> [Action item]: Make an exact copy of the whole listing, but leave its pictures out.

> [Provided material]:
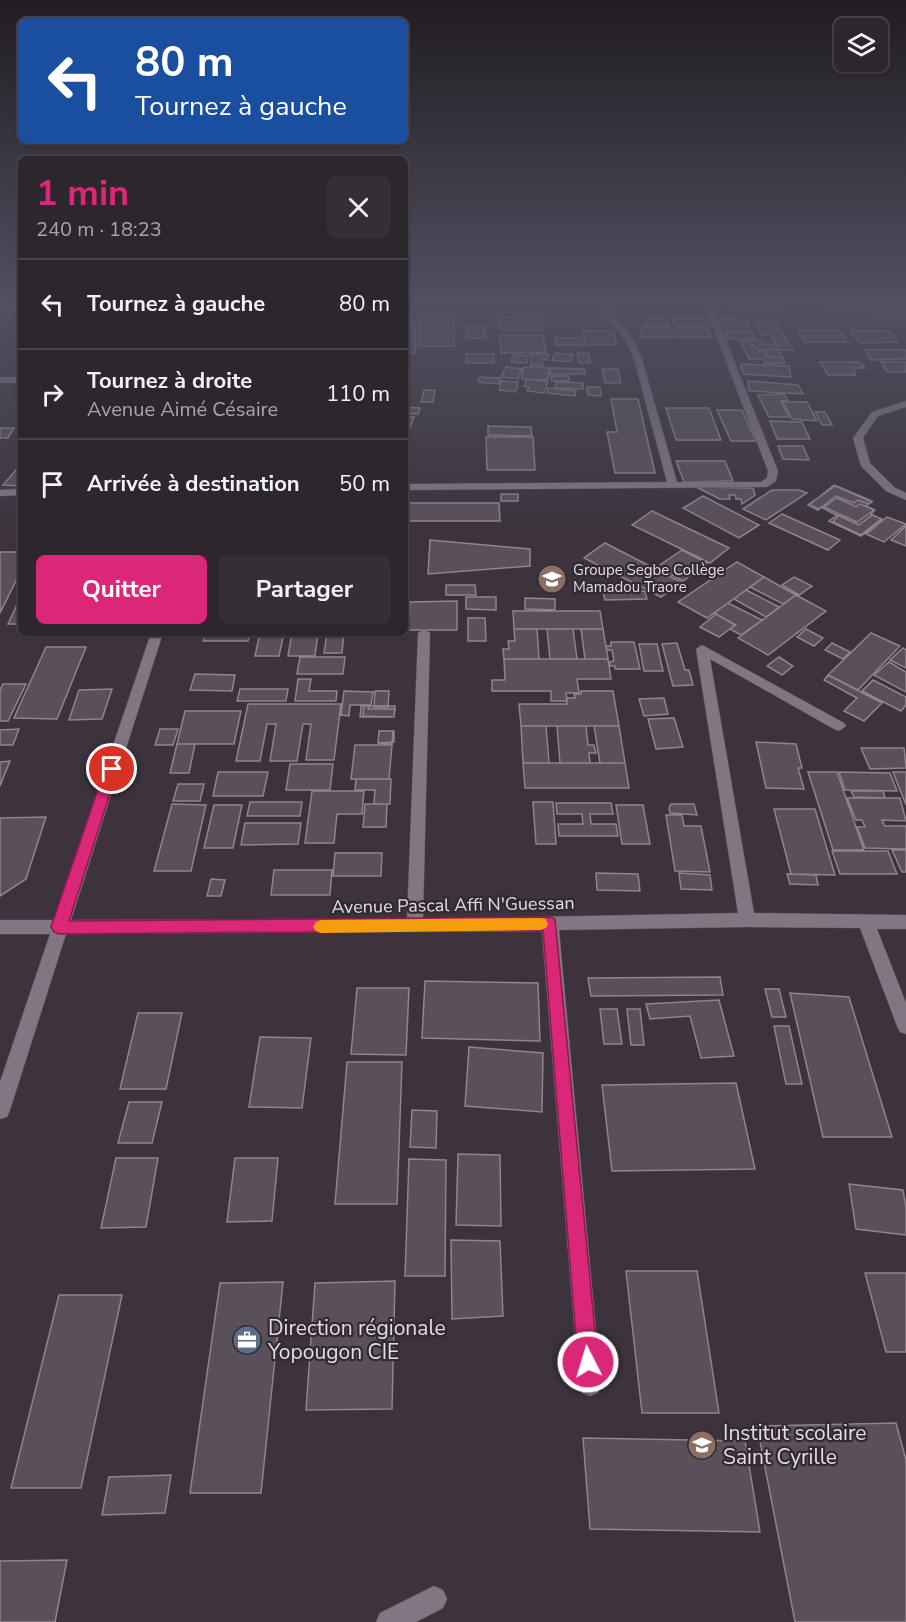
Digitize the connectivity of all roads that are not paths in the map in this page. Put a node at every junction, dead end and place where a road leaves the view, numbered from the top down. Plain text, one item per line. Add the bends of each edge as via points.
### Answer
1 (643, 379) edge
2 (737, 379) edge
3 (0, 380) edge
4 (18, 380) edge
5 (906, 404) edge
6 (673, 486) junction
7 (408, 487) edge
8 (18, 492) edge
9 (0, 493) edge
10 (906, 497) edge
11 (424, 633) dead end
12 (157, 636) edge
13 (840, 726) dead end
14 (747, 920) junction
15 (866, 922) junction
16 (906, 922) edge
17 (550, 924) junction
18 (415, 926) junction
19 (0, 927) edge
20 (59, 927) junction
21 (906, 1026) edge
22 (0, 1110) edge
23 (590, 1385) dead end
24 (434, 1599) dead end
25 (389, 1622) edge

1 - 6 street
2 - 6 street via 773,471 772,479 763,485
3 - 4 street
5 - 10 street via 875,414 858,438 865,464 890,489
6 - 7 street
8 - 9 street
11 - 18 street
12 - 20 street
13 - 14 street via 702,649
14 - 15 street, Avenue Pascal Affi N'Guessan
14 - 17 street, Avenue Pascal Affi N'Guessan
15 - 16 street, Avenue Pascal Affi N'Guessan
15 - 21 street
17 - 18 street, Avenue Pascal Affi N'Guessan
17 - 23 street
18 - 20 street, Avenue Pascal Affi N'Guessan
19 - 20 street, Avenue Pascal Affi N'Guessan
20 - 22 street
24 - 25 street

> [Completed exercise]:
Digitize the connectivity of all roads that are not paths in the map in this page. Put a node at every junction, dead end and place where a road leaves the view, numbered from the top down. Plain text, one item per line. Add the bends of each edge as via points.
### Answer
1 (643, 379) edge
2 (737, 379) edge
3 (0, 380) edge
4 (18, 380) edge
5 (906, 404) edge
6 (673, 486) junction
7 (408, 487) edge
8 (18, 492) edge
9 (0, 493) edge
10 (906, 497) edge
11 (424, 633) dead end
12 (157, 636) edge
13 (840, 726) dead end
14 (747, 920) junction
15 (866, 922) junction
16 (906, 922) edge
17 (550, 924) junction
18 (415, 926) junction
19 (0, 927) edge
20 (59, 927) junction
21 (906, 1026) edge
22 (0, 1110) edge
23 (590, 1385) dead end
24 (434, 1599) dead end
25 (389, 1622) edge

1 - 6 street
2 - 6 street via 773,471 772,479 763,485
3 - 4 street
5 - 10 street via 875,414 858,438 865,464 890,489
6 - 7 street
8 - 9 street
11 - 18 street
12 - 20 street
13 - 14 street via 702,649
14 - 15 street, Avenue Pascal Affi N'Guessan
14 - 17 street, Avenue Pascal Affi N'Guessan
15 - 16 street, Avenue Pascal Affi N'Guessan
15 - 21 street
17 - 18 street, Avenue Pascal Affi N'Guessan
17 - 23 street
18 - 20 street, Avenue Pascal Affi N'Guessan
19 - 20 street, Avenue Pascal Affi N'Guessan
20 - 22 street
24 - 25 street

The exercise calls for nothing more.